Regulation of C5a on Neutrophil Apoptosis During Sepsis

Delayed neutrophil apoptosis is characteristic of sepsis and may accentuate organ injury. It has been shown that phosphatidylinositol 3‐kinase (PI3‐K) and MAPK pathways provide survival signaling in neutrophils. In this study, we demonstrate that neutrophils isolated from septic rats are resistant to apoptosis in comparison to the cells from normal animals. In contrast to normal serum, septic sera induced strong phosphorylation of AKT and p44/42 in neutrophils obtained from normal rats, resulting in marked resistance of these cells to apoptosis. Protection from apoptosis by septic sera was completely abrogated by inhibition of PI3‐K and partially diminished by MAP kinase (MEK) inhibition.
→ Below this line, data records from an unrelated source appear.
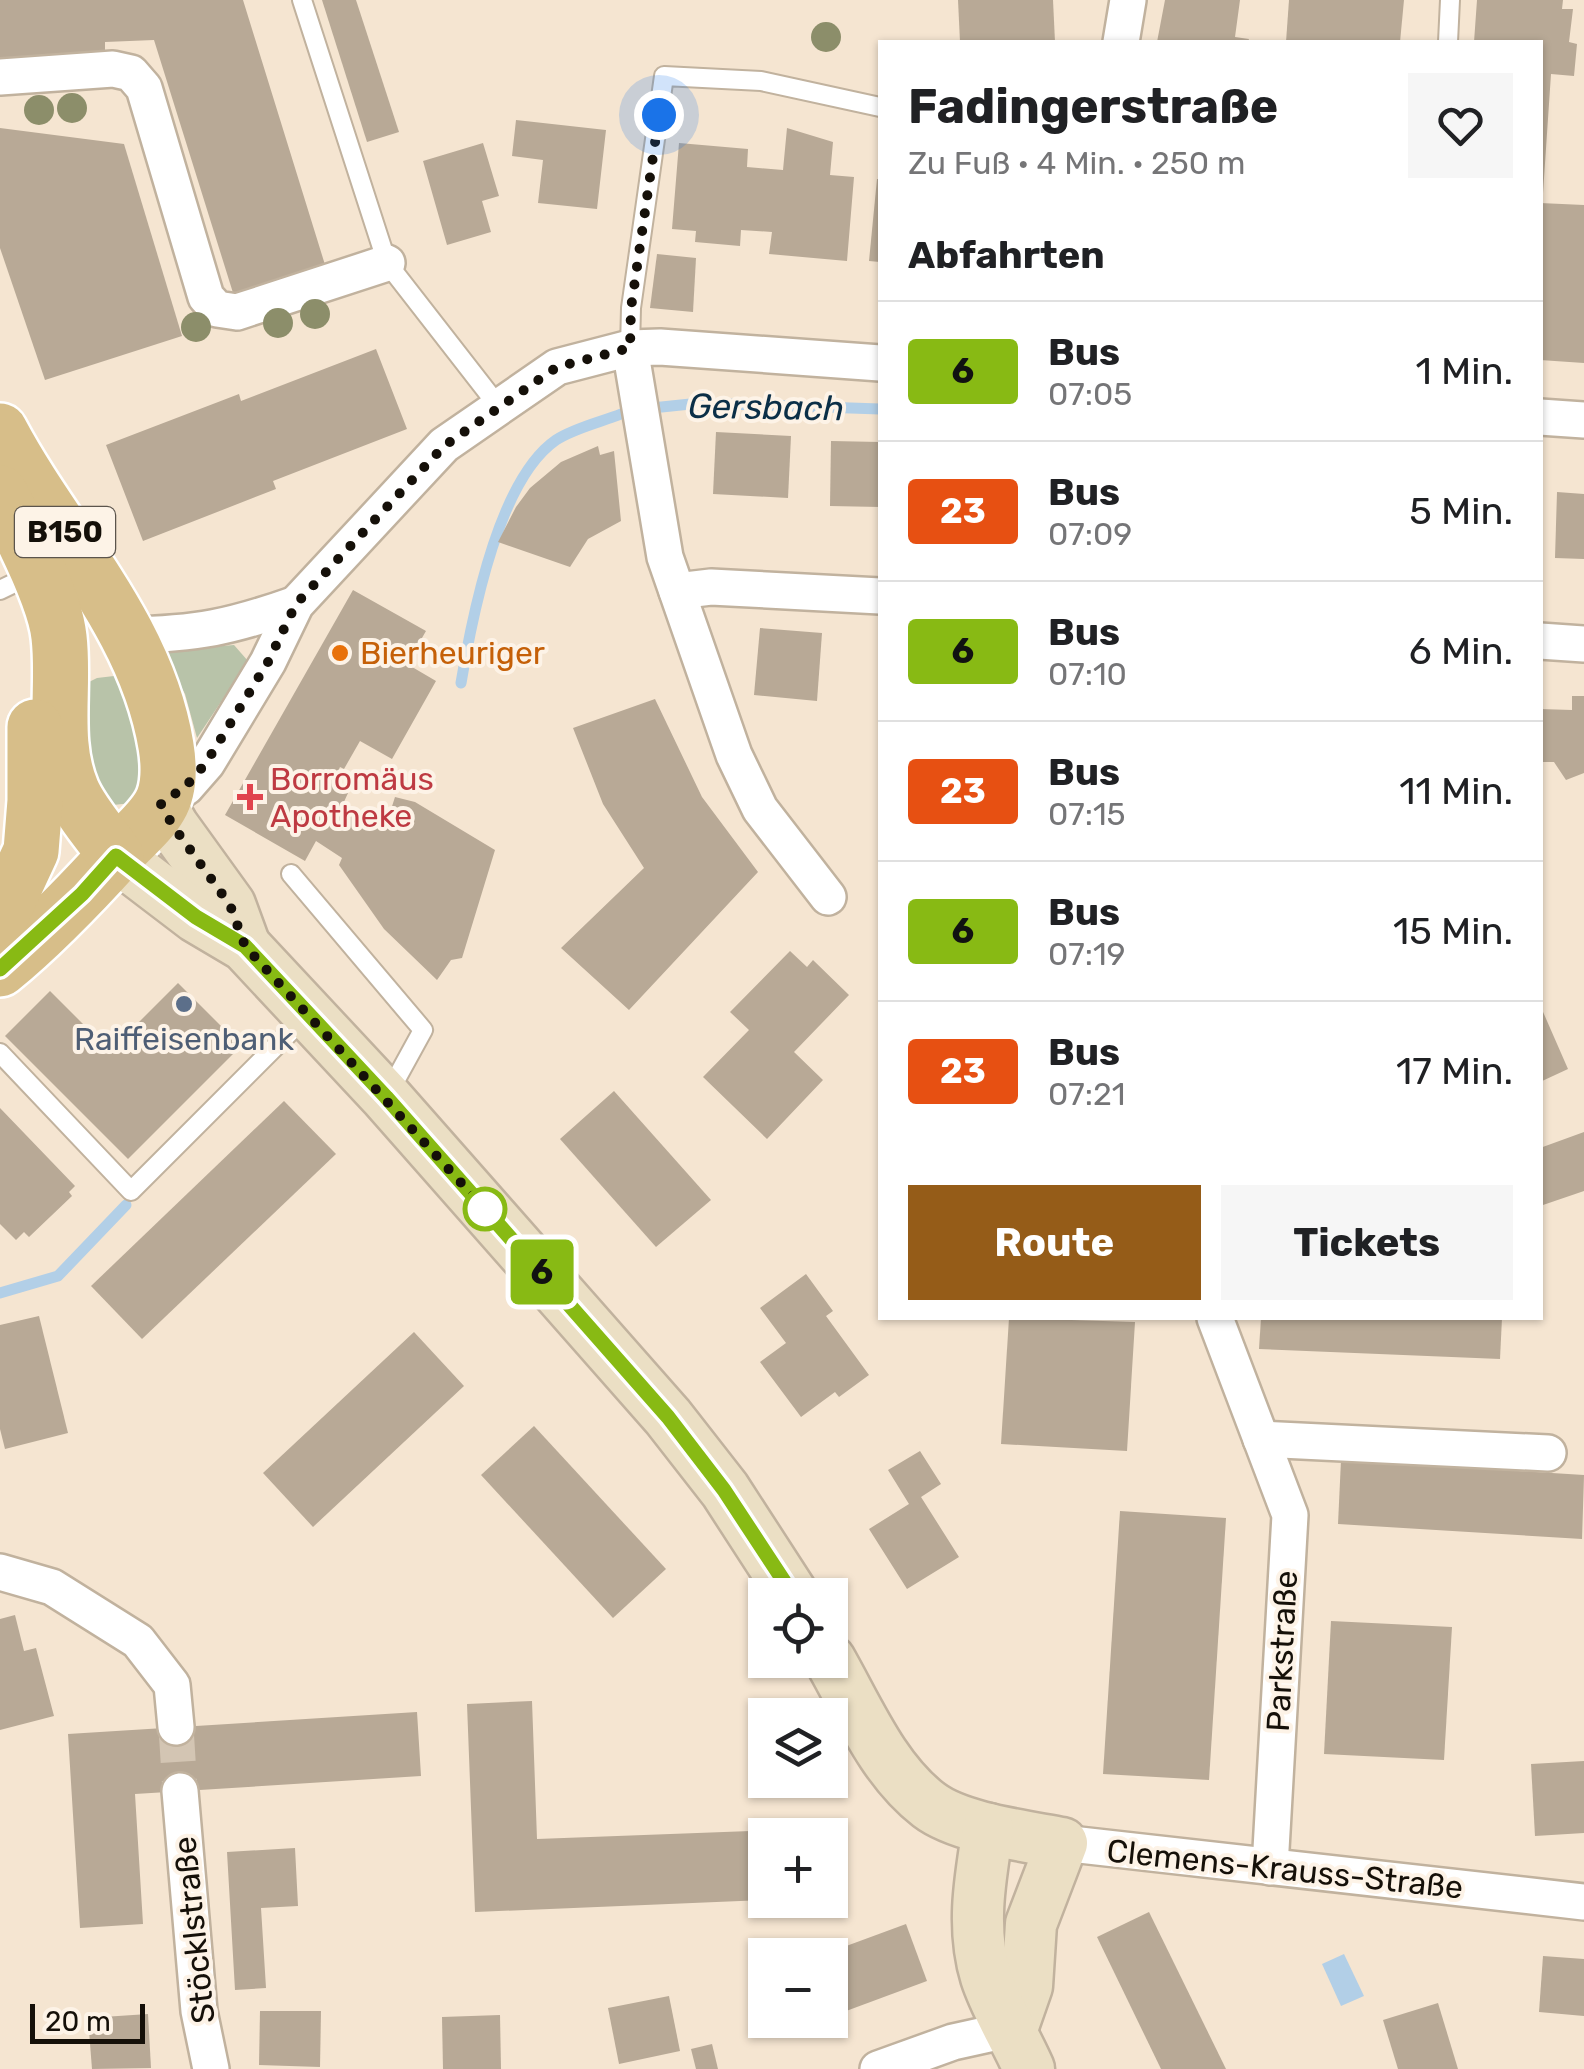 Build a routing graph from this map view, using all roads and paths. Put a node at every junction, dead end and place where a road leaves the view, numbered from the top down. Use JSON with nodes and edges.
{"nodes":[{"id":1,"x":302,"y":0,"type":"edge"},
{"id":2,"x":1128,"y":0,"type":"edge"},
{"id":3,"x":1450,"y":0,"type":"edge"},
{"id":4,"x":1121,"y":40,"type":"edge"},
{"id":5,"x":1448,"y":40,"type":"edge"},
{"id":6,"x":0,"y":77,"type":"edge"},
{"id":7,"x":878,"y":107,"type":"edge"},
{"id":8,"x":387,"y":263,"type":"junction"},
{"id":9,"x":630,"y":348,"type":"junction"},
{"id":10,"x":878,"y":363,"type":"edge"},
{"id":11,"x":499,"y":406,"type":"junction"},
{"id":12,"x":1543,"y":417,"type":"edge"},
{"id":13,"x":1584,"y":420,"type":"edge"},
{"id":14,"x":0,"y":431,"type":"edge"},
{"id":15,"x":0,"y":494,"type":"edge"},
{"id":16,"x":36,"y":573,"type":"edge"},
{"id":17,"x":676,"y":590,"type":"junction"},
{"id":18,"x":878,"y":596,"type":"edge"},
{"id":19,"x":296,"y":604,"type":"junction"},
{"id":20,"x":128,"y":635,"type":"junction"},
{"id":21,"x":1543,"y":640,"type":"edge"},
{"id":22,"x":1584,"y":644,"type":"edge"},
{"id":23,"x":47,"y":678,"type":"junction"},
{"id":24,"x":161,"y":804,"type":"junction"},
{"id":25,"x":116,"y":856,"type":"junction"},
{"id":26,"x":291,"y":874,"type":"dead end"},
{"id":27,"x":828,"y":897,"type":"dead end"},
{"id":28,"x":0,"y":918,"type":"edge"},
{"id":29,"x":245,"y":946,"type":"junction"},
{"id":30,"x":0,"y":969,"type":"edge"},
{"id":31,"x":308,"y":1013,"type":"junction"},
{"id":32,"x":0,"y":1052,"type":"edge"},
{"id":33,"x":386,"y":1097,"type":"junction"},
{"id":34,"x":1216,"y":1320,"type":"edge"},
{"id":35,"x":1262,"y":1439,"type":"junction"},
{"id":36,"x":1548,"y":1453,"type":"dead end"},
{"id":37,"x":0,"y":1572,"type":"edge"},
{"id":38,"x":783,"y":1578,"type":"edge"},
{"id":39,"x":840,"y":1678,"type":"edge"},
{"id":40,"x":176,"y":1727,"type":"tunnel mouth"},
{"id":41,"x":180,"y":1791,"type":"tunnel mouth"},
{"id":42,"x":988,"y":1829,"type":"junction"},
{"id":43,"x":1062,"y":1843,"type":"junction"},
{"id":44,"x":1270,"y":1867,"type":"junction"},
{"id":45,"x":1584,"y":1902,"type":"edge"},
{"id":46,"x":1021,"y":2049,"type":"edge"},
{"id":47,"x":211,"y":2069,"type":"edge"},
{"id":48,"x":878,"y":2069,"type":"edge"}],
"edges":[{"from":1,"to":8,"type":"lane"},
{"from":2,"to":4,"type":"street"},
{"from":3,"to":5,"type":"lane"},
{"from":6,"to":8,"type":"street"},
{"from":7,"to":9,"type":"lane"},
{"from":8,"to":11,"type":"lane"},
{"from":9,"to":10,"type":"street"},
{"from":9,"to":11,"type":"street"},
{"from":9,"to":17,"type":"street"},
{"from":11,"to":19,"type":"street"},
{"from":12,"to":13,"type":"street"},
{"from":14,"to":16,"type":"main road","number":"B150"},
{"from":15,"to":16,"type":"main road"},
{"from":16,"to":20,"type":"main road","number":"B150"},
{"from":16,"to":23,"type":"main road","number":"B150"},
{"from":17,"to":18,"type":"street"},
{"from":17,"to":27,"type":"street"},
{"from":19,"to":20,"type":"street"},
{"from":19,"to":24,"type":"street"},
{"from":20,"to":23,"type":"main road"},
{"from":20,"to":24,"type":"main road","number":"B150"},
{"from":21,"to":22,"type":"street"},
{"from":23,"to":25,"type":"main road"},
{"from":23,"to":28,"type":"main road","number":"B150"},
{"from":24,"to":25,"type":"main road"},
{"from":24,"to":29,"type":"street"},
{"from":25,"to":29,"type":"street"},
{"from":25,"to":30,"type":"main road"},
{"from":26,"to":33,"type":"lane"},
{"from":29,"to":31,"type":"street"},
{"from":31,"to":32,"type":"lane"},
{"from":31,"to":33,"type":"street"},
{"from":33,"to":38,"type":"street"},
{"from":34,"to":35,"type":"street","name":"Parkstraße"},
{"from":35,"to":36,"type":"street"},
{"from":35,"to":44,"type":"street","name":"Parkstraße"},
{"from":37,"to":40,"type":"street"},
{"from":39,"to":42,"type":"street","name":"Clemens-Krauss-Straße"},
{"from":41,"to":47,"type":"street","name":"Stöcklstraße"},
{"from":42,"to":43,"type":"street","name":"Clemens-Krauss-Straße"},
{"from":42,"to":46,"type":"street"},
{"from":43,"to":44,"type":"street","name":"Clemens-Krauss-Straße"},
{"from":43,"to":46,"type":"street"},
{"from":44,"to":45,"type":"street","name":"Clemens-Krauss-Straße"},
{"from":46,"to":48,"type":"street"}]}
Increased neutrophil survival in septic rats was associated with increased levels of Bcl‐xL in neutrophils and decreased levels of Bim expression. In vivo blockade of C5a in CLP rats by anti‐C5a antibody markedly restored the susceptibility of neutrophils to undergo apoptosis. C5a activated AKT and p44/42, and also enhanced XIAP expression in neutrophils. This enhancement was further augmented by LPS co‐stimulation. Both LPS and C5a were able to induce Bcl‐xL expression. Thus, neutrophil survival signals derived from effects of septic sera could be linked to activation of ERK1/2 and PI3‐K, increased anti‐apoptotic protein expression, and ultimately delayed neutrophil apoptosis. This work is supported by NIH grants GM‐61656, GM‐29507 and HL‐31963.